→ Instructions for the task
Please print every record exactly as it stands, leaving out the pictures.

(Collected data entries)
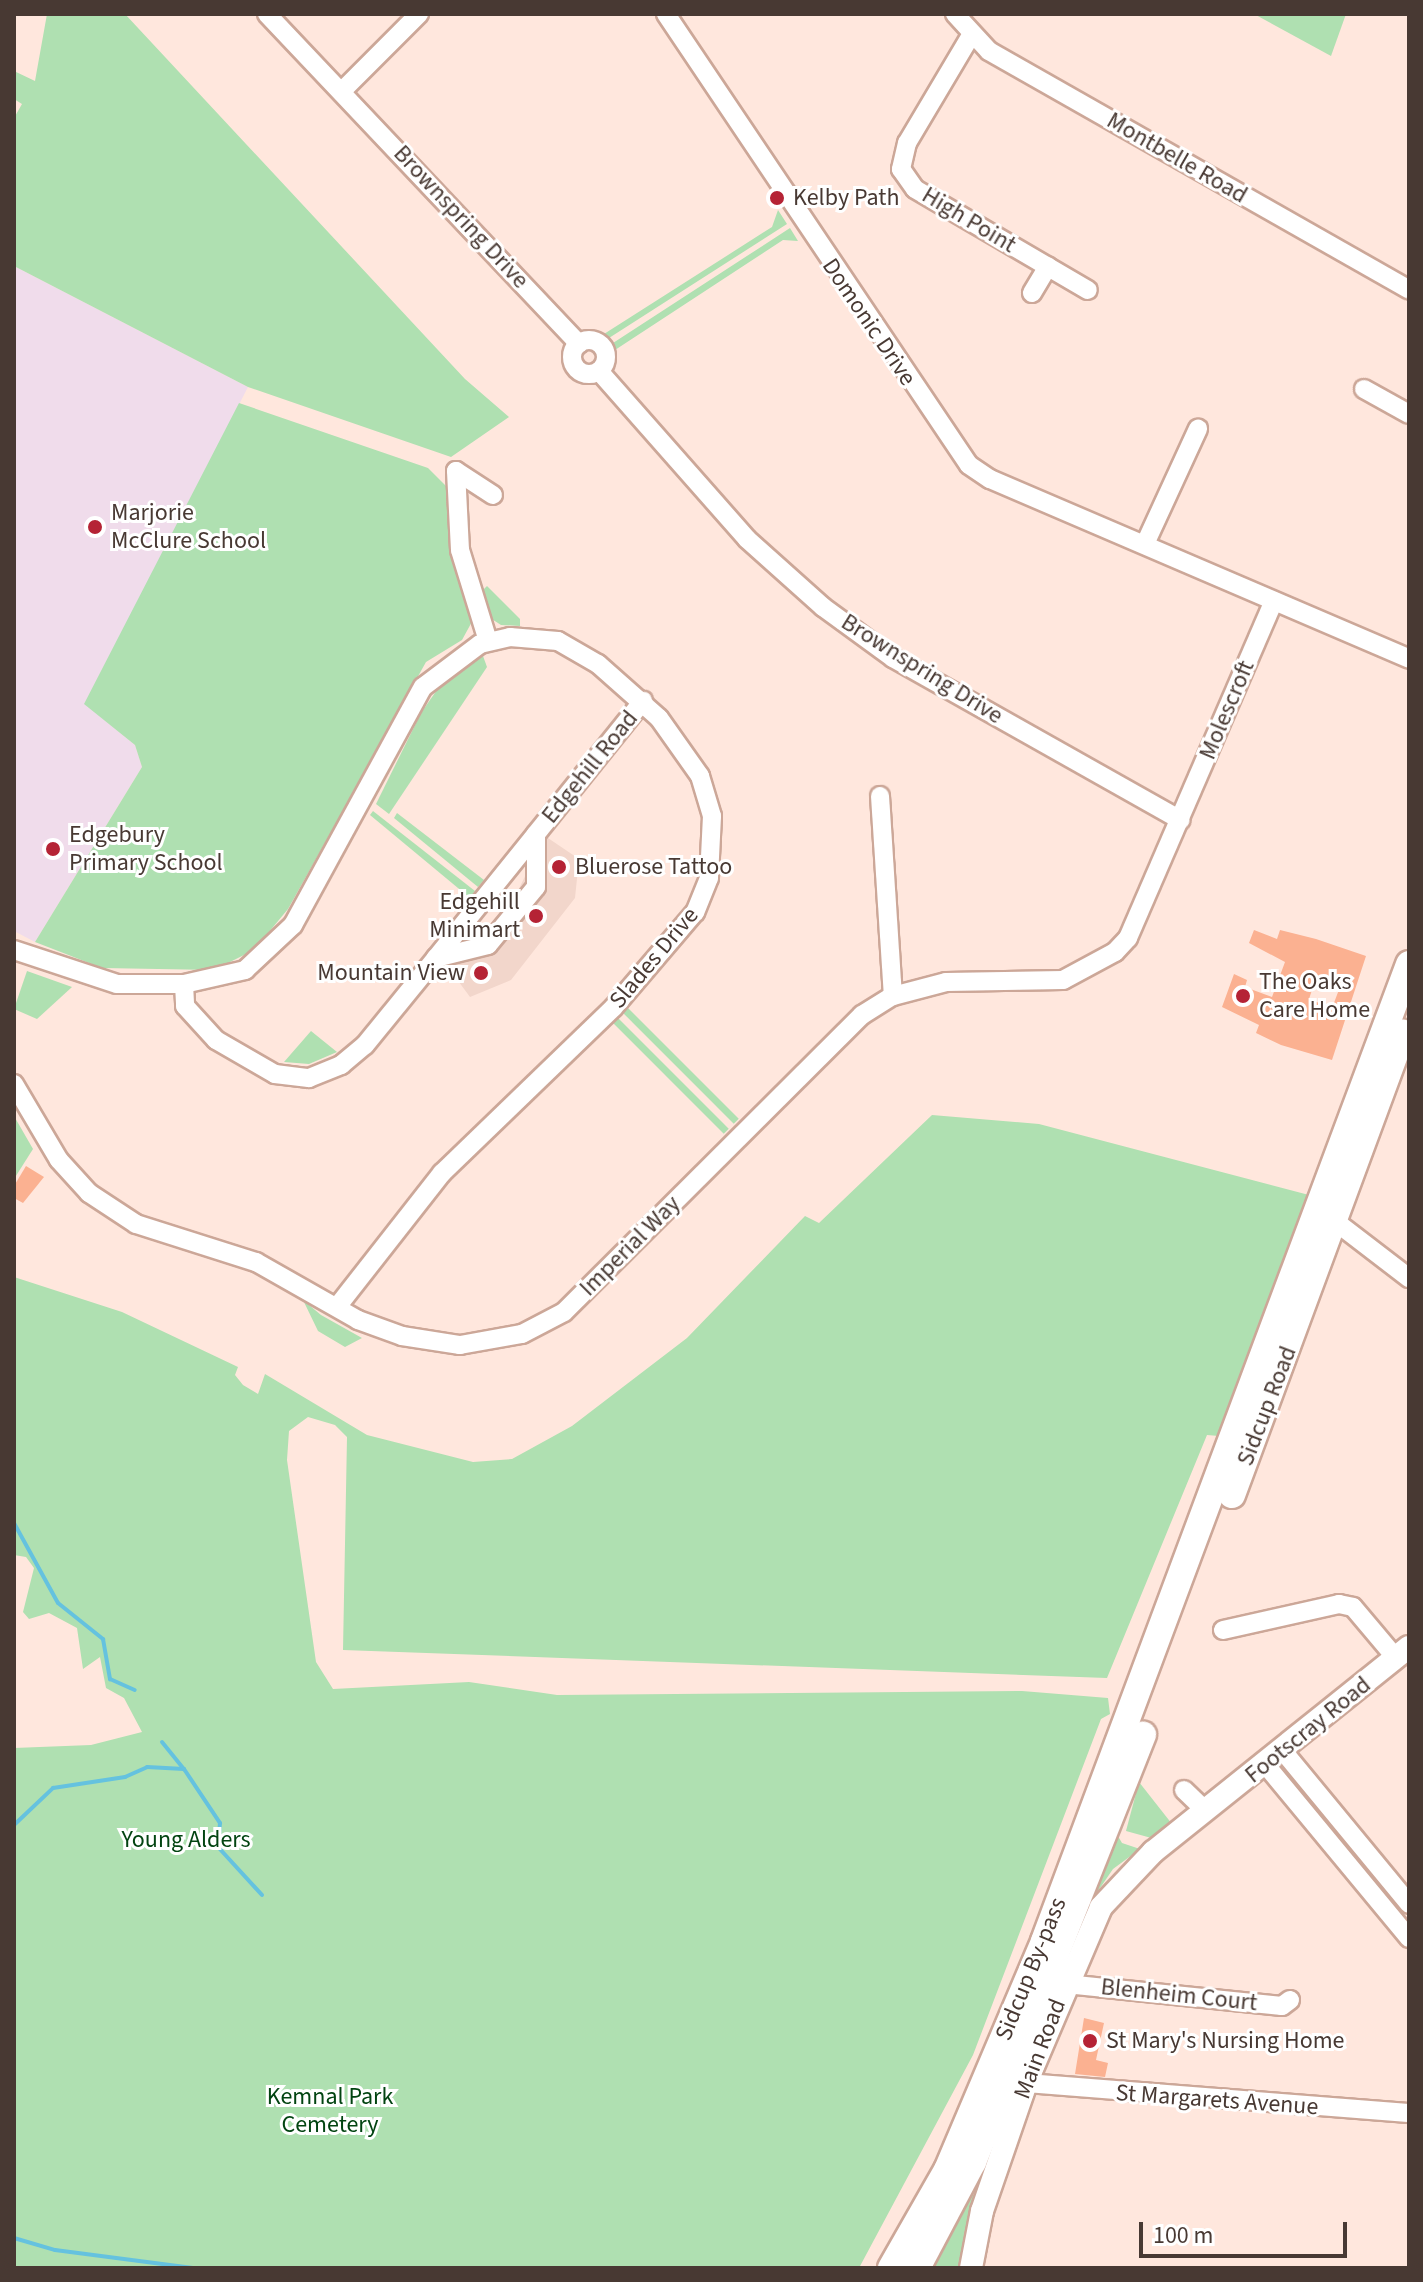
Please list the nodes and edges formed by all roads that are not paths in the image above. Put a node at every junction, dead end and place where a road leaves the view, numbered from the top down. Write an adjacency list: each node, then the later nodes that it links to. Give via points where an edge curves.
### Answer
1 (267, 14): 6 (street, Brownspring Drive)
2 (419, 14): 6 (street)
3 (666, 14): 15 (street, Domonic Drive, via 969,465 990,479)
4 (955, 14): 5 (street, Montbelle Road)
5 (970, 37): 7 (street, High Point, via 907,143 901,169 915,189); 8 (street, Montbelle Road)
6 (342, 91): 21 (street, Brownspring Drive, via 579,344 573,359 577,369 599,371 747,539 823,607 893,658)
7 (1048, 266): 9 (street, High Point); 10 (street)
8 (1409, 289)
9 (1088, 290)
10 (1032, 293)
11 (1364, 389): 12 (street)
12 (1409, 414)
13 (1198, 429): 15 (street)
14 (493, 495): 17 (street, via 456,471 460,550)
15 (1145, 544): 16 (street, Domonic Drive)
16 (1274, 601): 18 (street, Domonic Drive); 21 (street, Molescroft)
17 (488, 641): 19 (street, Slades Drive, via 558,641 598,664); 26 (street, Slades Drive, via 460,653 423,687 293,925 245,970)
18 (1409, 659)
19 (643, 701): 22 (street, Edgehill Road); 34 (street, Slades Drive, via 690,756 707,796 711,861 695,912 613,1008 442,1173)
20 (880, 796): 27 (street)
21 (1180, 820): 27 (street, Imperial Way, via 1128,938 1100,964 1063,980 965,980)
22 (536, 834): 24 (street, Edgehill Road); 24 (street, Edgehill Road, via 536,887 488,945)
23 (15, 954): 26 (street, Slades Drive, via 117,984)
24 (436, 958): 26 (street, Edgehill Road, via 365,1045 341,1065 309,1078 275,1074 216,1040 185,1006)
25 (1409, 964): 37 (highway, Sidcup Road)
26 (184, 984)
27 (893, 996): 34 (street, Imperial Way, via 862,1015 564,1312 494,1341 433,1343 386,1332)
28 (1407, 1029): 30 (highway, Sidcup Road)
29 (14, 1084): 34 (street, Imperial Way, via 44,1143 104,1205 163,1235 256,1262)
30 (1336, 1222): 31 (street); 32 (highway, Sidcup Road)
31 (1360, 1246): 32 (street); 33 (street)
32 (1326, 1249): 40 (highway, Sidcup Road)
33 (1409, 1278)
34 (337, 1307)
35 (1223, 1630): 36 (street, via 1339,1604 1353,1607)
36 (1403, 1653): 38 (main road, Footscray Road)
37 (1152, 1661): 50 (highway, Sidcup By-pass, via 947,2170)
38 (1274, 1757): 41 (main road, Footscray Road); 43 (street); 44 (street)
39 (1184, 1790): 41 (street)
40 (1121, 1794): 51 (highway, Sidcup By-pass, via 973,2162)
41 (1206, 1811): 42 (main road, Footscray Road)
42 (1153, 1852): 46 (main road, Main Road, via 1101,1907)
43 (1409, 1905): 44 (street)
44 (1393, 1919): 45 (street)
45 (1409, 1938)
46 (1066, 1984): 47 (street, Blenheim Court, via 1282,2006); 48 (main road, Main Road)
47 (1290, 2000)
48 (1026, 2083): 49 (street, St Margarets Avenue); 52 (main road, Main Road, via 982,2211)
49 (1409, 2113)
50 (891, 2268)
51 (917, 2268)
52 (971, 2268)

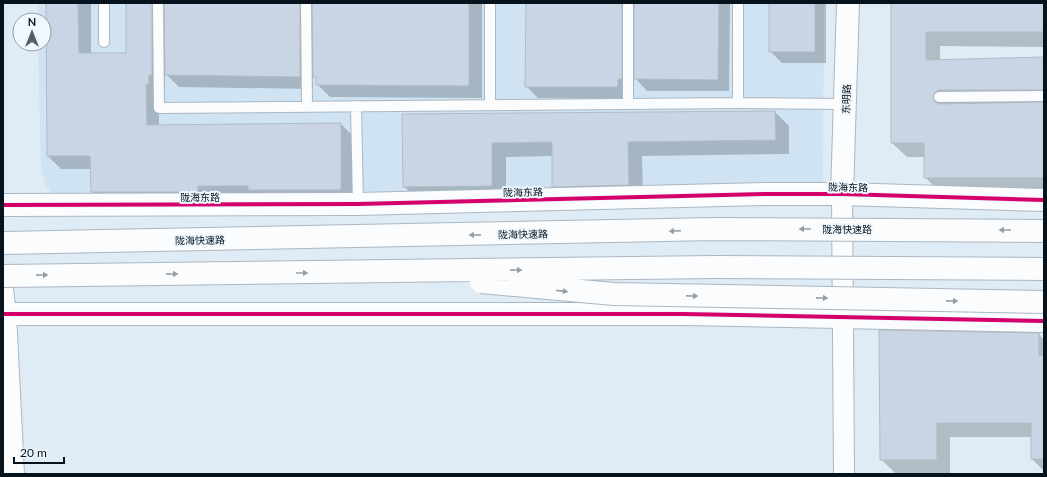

→ Written answer
Please list the nodes and edges formed by all roads that are not paths in the image above. Put a node at every junction, dead end and place where a road leaves the view, numbered from the top down. Write an adjacency list: each node, then the later nodes that it links to. Give via points where an edge curves.
### Answer
1 (267, 14): 6 (street, Brownspring Drive)
2 (419, 14): 6 (street)
3 (666, 14): 15 (street, Domonic Drive, via 969,465 990,479)
4 (955, 14): 5 (street, Montbelle Road)
5 (970, 37): 7 (street, High Point, via 907,143 901,169 915,189); 8 (street, Montbelle Road)
6 (342, 91): 21 (street, Brownspring Drive, via 579,344 573,359 577,369 599,371 747,539 823,607 893,658)
7 (1048, 266): 9 (street, High Point); 10 (street)
8 (1409, 289)
9 (1088, 290)
10 (1032, 293)
11 (1364, 389): 12 (street)
12 (1409, 414)
13 (1198, 429): 15 (street)
14 (493, 495): 17 (street, via 456,471 460,550)
15 (1145, 544): 16 (street, Domonic Drive)
16 (1274, 601): 18 (street, Domonic Drive); 21 (street, Molescroft)
17 (488, 641): 19 (street, Slades Drive, via 558,641 598,664); 26 (street, Slades Drive, via 460,653 423,687 293,925 245,970)
18 (1409, 659)
19 (643, 701): 22 (street, Edgehill Road); 34 (street, Slades Drive, via 690,756 707,796 711,861 695,912 613,1008 442,1173)
20 (880, 796): 27 (street)
21 (1180, 820): 27 (street, Imperial Way, via 1128,938 1100,964 1063,980 965,980)
22 (536, 834): 24 (street, Edgehill Road); 24 (street, Edgehill Road, via 536,887 488,945)
23 (15, 954): 26 (street, Slades Drive, via 117,984)
24 (436, 958): 26 (street, Edgehill Road, via 365,1045 341,1065 309,1078 275,1074 216,1040 185,1006)
25 (1409, 964): 37 (highway, Sidcup Road)
26 (184, 984)
27 (893, 996): 34 (street, Imperial Way, via 862,1015 564,1312 494,1341 433,1343 386,1332)
28 (1407, 1029): 30 (highway, Sidcup Road)
29 (14, 1084): 34 (street, Imperial Way, via 44,1143 104,1205 163,1235 256,1262)
30 (1336, 1222): 31 (street); 32 (highway, Sidcup Road)
31 (1360, 1246): 32 (street); 33 (street)
32 (1326, 1249): 40 (highway, Sidcup Road)
33 (1409, 1278)
34 (337, 1307)
35 (1223, 1630): 36 (street, via 1339,1604 1353,1607)
36 (1403, 1653): 38 (main road, Footscray Road)
37 (1152, 1661): 50 (highway, Sidcup By-pass, via 947,2170)
38 (1274, 1757): 41 (main road, Footscray Road); 43 (street); 44 (street)
39 (1184, 1790): 41 (street)
40 (1121, 1794): 51 (highway, Sidcup By-pass, via 973,2162)
41 (1206, 1811): 42 (main road, Footscray Road)
42 (1153, 1852): 46 (main road, Main Road, via 1101,1907)
43 (1409, 1905): 44 (street)
44 (1393, 1919): 45 (street)
45 (1409, 1938)
46 (1066, 1984): 47 (street, Blenheim Court, via 1282,2006); 48 (main road, Main Road)
47 (1290, 2000)
48 (1026, 2083): 49 (street, St Margarets Avenue); 52 (main road, Main Road, via 982,2211)
49 (1409, 2113)
50 (891, 2268)
51 (917, 2268)
52 (971, 2268)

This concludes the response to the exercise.